- _PROBLEM REQUIREMENTS_: Return a faithful copy of all the entries, omitting the images.

EXCERPTED DATA START

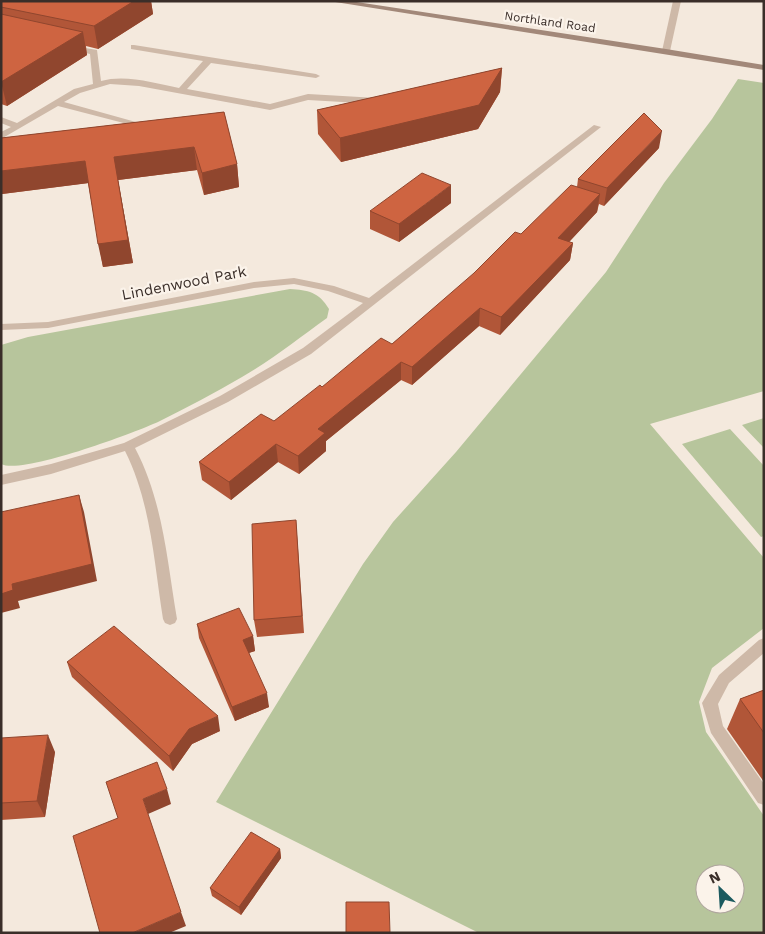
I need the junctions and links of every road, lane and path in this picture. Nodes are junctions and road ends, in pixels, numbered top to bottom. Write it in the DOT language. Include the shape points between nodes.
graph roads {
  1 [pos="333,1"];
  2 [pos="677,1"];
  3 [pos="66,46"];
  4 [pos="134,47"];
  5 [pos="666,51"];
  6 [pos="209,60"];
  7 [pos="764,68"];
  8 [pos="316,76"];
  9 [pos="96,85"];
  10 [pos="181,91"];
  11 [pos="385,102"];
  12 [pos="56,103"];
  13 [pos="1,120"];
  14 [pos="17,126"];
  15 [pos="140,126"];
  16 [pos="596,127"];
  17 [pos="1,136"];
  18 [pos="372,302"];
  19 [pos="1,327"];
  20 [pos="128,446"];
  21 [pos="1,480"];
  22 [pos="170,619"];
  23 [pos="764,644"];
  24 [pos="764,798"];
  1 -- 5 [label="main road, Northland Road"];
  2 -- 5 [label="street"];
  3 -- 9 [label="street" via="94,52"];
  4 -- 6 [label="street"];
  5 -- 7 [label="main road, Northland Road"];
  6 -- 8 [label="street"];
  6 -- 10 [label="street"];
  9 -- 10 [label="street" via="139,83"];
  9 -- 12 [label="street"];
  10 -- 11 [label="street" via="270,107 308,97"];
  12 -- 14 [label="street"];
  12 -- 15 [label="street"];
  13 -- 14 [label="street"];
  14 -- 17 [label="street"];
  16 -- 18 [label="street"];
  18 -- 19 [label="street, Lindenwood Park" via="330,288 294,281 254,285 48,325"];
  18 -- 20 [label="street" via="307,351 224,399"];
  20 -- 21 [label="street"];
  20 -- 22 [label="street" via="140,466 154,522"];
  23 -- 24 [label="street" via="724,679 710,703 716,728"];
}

EXCERPTED DATA END

- _EXERCISE OUTPUT_:
I need the junctions and links of every road, lane and path in this picture. Nodes are junctions and road ends, in pixels, numbered top to bottom. Write it in the DOT language. Include the shape points between nodes.
graph roads {
  1 [pos="333,1"];
  2 [pos="677,1"];
  3 [pos="66,46"];
  4 [pos="134,47"];
  5 [pos="666,51"];
  6 [pos="209,60"];
  7 [pos="764,68"];
  8 [pos="316,76"];
  9 [pos="96,85"];
  10 [pos="181,91"];
  11 [pos="385,102"];
  12 [pos="56,103"];
  13 [pos="1,120"];
  14 [pos="17,126"];
  15 [pos="140,126"];
  16 [pos="596,127"];
  17 [pos="1,136"];
  18 [pos="372,302"];
  19 [pos="1,327"];
  20 [pos="128,446"];
  21 [pos="1,480"];
  22 [pos="170,619"];
  23 [pos="764,644"];
  24 [pos="764,798"];
  1 -- 5 [label="main road, Northland Road"];
  2 -- 5 [label="street"];
  3 -- 9 [label="street" via="94,52"];
  4 -- 6 [label="street"];
  5 -- 7 [label="main road, Northland Road"];
  6 -- 8 [label="street"];
  6 -- 10 [label="street"];
  9 -- 10 [label="street" via="139,83"];
  9 -- 12 [label="street"];
  10 -- 11 [label="street" via="270,107 308,97"];
  12 -- 14 [label="street"];
  12 -- 15 [label="street"];
  13 -- 14 [label="street"];
  14 -- 17 [label="street"];
  16 -- 18 [label="street"];
  18 -- 19 [label="street, Lindenwood Park" via="330,288 294,281 254,285 48,325"];
  18 -- 20 [label="street" via="307,351 224,399"];
  20 -- 21 [label="street"];
  20 -- 22 [label="street" via="140,466 154,522"];
  23 -- 24 [label="street" via="724,679 710,703 716,728"];
}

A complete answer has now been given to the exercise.